San Pedro, en la primera lectura de hoy nos da unos consejos. No se trata de simples advertencias para completar nuestra vida esencial, sino que van dirigidas a lo esencial. La primera hace referencia a la oración. Son muchas las personas que manifiestan dificultades para rezar: no encuentran tiempo, les falta el hábito, no logran centrarse en ello… Aquí san Pedro da una indicación universal: “sed, pues, moderados y sobrios”. La moderación en todas las cosas, pues la sobriedad apunta especialmente al apetito concupiscible en su relación con los alimentos, aparece como una condición necesaria. Nos cuesta orar porque siempre vamos demasiado llenos y, para ponerse ante el Señor, es necesario hacer espacio, abrir nuestro interior y que en este se encuentre el vacío suficiente para que pueda entrar la palabra de Dios. Si en general el exceso embota nuestra mente, incapacitándola para todo, mucho más cuando se trata de cosas espirituales.

Por otra parte nos dice “mantened en tensión el amor mutuo”. Antes hemos visto la tensión necesaria para la oración. Es decir no podemos presentarnos a orar sin haber preparado ese momento, improvisando. Ahora se nos habla de la tensión de la caridad. San Pedro explicita esa enseñanza: “ofreceos mutuamente hospitalidad, sin protestar”. Debajo de esas palabras igual se encontraba algún conflicto concreto que afectaba a los destinatarios de la carta. Quizás había personas que acogían de buena gana en su casa y otros que sentían como un abuso, por parte de los demás, el tener que recibir constantemente personas. Pero más allá de lo concreto que pudiera pasar hay un hecho: nos cuesta permanecer en la entrega a los demás sin quejarnos. Quizás alguna vez hemos sentido el agotamiento de vaciarnos para los demás sin obtener ninguna recompensa, y ello nos ha generado malestar y quejas. El Apóstol nos indica que hay que permanecer constantes en ese amor, siendo fieles al mandato del Señor y sin quejarnos. En ese sentido también nos indica que vivir el amor cubre “la multitud de los pecados”. Es como si dijera que sólo mediante la caridad respondemos adecuadamente al perdón que se nos ofrece por nuestros pecados. De ahí que después de toda confesión ha de surgir también el deseo de vivir una mayor entrega.

Esa tensión del amor se especifica aún más. Cada uno de nosotros ha recibido dones diversos. La gran tentación es apropiarse de las propias cualidades como si su origen estuviera en nosotros mismos. Aquí se nos llama a reconocer que el bien que hay en nosotros nos ha sido dado por Dios. Por eso se habla de dones. Un don es algo que se ha recibido y, aunque ahora sea nuestro, radicalmente proviene de Dios. Y los dones, lo que hacen es manifestar la gloria de Dios.

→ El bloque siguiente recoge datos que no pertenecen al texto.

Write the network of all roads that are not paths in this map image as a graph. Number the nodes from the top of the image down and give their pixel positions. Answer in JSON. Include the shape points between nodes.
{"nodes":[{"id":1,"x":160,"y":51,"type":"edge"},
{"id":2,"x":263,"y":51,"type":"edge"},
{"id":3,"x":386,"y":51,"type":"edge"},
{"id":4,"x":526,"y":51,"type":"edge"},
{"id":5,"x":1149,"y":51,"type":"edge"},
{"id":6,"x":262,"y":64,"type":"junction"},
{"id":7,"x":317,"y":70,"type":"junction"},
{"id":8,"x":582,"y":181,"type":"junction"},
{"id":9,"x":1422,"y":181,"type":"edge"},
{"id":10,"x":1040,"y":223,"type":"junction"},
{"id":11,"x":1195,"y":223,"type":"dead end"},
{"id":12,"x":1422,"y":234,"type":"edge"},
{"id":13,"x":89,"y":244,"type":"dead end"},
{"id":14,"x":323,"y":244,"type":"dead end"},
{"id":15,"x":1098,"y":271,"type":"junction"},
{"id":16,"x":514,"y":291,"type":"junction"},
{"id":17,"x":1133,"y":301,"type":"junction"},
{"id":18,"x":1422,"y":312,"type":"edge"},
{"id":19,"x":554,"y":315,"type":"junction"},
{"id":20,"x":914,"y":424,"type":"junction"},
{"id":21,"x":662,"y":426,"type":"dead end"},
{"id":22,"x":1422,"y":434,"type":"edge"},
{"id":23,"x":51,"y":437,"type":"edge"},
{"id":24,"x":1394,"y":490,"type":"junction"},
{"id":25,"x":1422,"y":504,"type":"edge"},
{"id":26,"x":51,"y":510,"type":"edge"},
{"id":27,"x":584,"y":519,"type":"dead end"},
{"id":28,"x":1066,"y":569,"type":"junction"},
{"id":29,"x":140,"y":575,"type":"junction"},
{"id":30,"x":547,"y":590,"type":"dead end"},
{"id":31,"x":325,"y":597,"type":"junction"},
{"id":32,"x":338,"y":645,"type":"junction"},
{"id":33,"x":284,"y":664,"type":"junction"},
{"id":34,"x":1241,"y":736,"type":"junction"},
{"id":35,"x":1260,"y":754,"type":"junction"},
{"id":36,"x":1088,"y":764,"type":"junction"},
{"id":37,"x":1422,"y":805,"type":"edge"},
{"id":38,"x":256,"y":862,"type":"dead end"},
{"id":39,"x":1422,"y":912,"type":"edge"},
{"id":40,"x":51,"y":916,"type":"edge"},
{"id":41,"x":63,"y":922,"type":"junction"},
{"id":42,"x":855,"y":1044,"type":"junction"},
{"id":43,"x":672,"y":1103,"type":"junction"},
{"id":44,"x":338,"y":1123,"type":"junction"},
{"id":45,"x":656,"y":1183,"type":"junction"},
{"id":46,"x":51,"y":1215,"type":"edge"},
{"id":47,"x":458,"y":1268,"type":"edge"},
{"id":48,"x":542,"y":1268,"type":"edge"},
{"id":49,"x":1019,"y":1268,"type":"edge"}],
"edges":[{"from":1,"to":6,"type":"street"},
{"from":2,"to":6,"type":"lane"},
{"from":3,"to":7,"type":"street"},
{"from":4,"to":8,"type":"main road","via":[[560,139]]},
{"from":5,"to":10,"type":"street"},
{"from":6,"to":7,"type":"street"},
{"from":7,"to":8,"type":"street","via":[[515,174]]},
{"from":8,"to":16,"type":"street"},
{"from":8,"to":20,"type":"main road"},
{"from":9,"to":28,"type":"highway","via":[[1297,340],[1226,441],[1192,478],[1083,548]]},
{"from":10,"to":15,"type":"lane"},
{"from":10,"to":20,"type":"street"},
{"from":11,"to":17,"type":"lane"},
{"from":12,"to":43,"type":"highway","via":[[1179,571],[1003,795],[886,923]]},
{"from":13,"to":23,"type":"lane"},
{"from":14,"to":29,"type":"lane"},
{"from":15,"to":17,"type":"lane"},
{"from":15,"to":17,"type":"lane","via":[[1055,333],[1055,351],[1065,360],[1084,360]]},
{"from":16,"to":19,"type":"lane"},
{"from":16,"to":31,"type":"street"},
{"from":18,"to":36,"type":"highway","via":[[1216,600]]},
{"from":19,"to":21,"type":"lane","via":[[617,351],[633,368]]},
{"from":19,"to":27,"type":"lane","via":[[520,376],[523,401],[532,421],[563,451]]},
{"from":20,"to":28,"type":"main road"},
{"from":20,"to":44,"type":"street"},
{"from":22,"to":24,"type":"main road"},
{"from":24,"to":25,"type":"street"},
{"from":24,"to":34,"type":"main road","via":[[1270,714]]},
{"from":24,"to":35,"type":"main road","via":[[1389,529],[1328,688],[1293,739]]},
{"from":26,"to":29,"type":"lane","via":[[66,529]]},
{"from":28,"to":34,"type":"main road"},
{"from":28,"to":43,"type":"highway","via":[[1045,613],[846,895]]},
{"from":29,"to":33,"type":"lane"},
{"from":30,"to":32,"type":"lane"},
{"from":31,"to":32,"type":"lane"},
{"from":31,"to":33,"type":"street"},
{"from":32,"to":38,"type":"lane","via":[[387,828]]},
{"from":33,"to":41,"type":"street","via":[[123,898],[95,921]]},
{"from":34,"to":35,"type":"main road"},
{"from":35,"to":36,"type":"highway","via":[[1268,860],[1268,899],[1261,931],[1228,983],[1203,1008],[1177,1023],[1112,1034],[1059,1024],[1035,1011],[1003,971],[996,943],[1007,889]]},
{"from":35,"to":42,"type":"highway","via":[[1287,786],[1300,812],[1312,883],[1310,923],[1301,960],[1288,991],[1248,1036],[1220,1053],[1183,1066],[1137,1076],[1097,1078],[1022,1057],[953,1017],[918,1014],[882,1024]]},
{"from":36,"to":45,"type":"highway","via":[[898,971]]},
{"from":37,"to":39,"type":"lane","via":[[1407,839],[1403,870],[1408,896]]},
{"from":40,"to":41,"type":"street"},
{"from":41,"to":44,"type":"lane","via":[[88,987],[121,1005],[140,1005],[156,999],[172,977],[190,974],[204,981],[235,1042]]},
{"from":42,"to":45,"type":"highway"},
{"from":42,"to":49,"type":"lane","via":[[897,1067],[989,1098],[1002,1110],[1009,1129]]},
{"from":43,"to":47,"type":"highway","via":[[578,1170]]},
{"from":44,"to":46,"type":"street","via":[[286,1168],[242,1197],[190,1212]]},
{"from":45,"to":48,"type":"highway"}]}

Cuando un don nuestro deja de reflejar a su Autor se pervierte. En las cualidades de cada uno de nosotros se ha de reflejar la bondad de Dios. De tal manera que hemos de sentir la alegría de que Dios nos haya bendecido con esta o aquella cualidad, pero siempre deseando que a través de ella se manifieste su gloria. De esa manera nuestra alegría será más perfecta. San Pedro pone ejemplos muy concretos dentro de la vida eclesial: el servicio a los demás y la predicación o la catequesis. Ello nos recuerda que donde más fácilmente pueden pervertirse los dones de Dios es precisamente en el ámbito de su servicio.

Pidamos pues, por intercesión de María Virgen, que sepamos reconocer los dones que Dios nos ha dado y que los pongamos al servicio de la edificación de la Iglesia.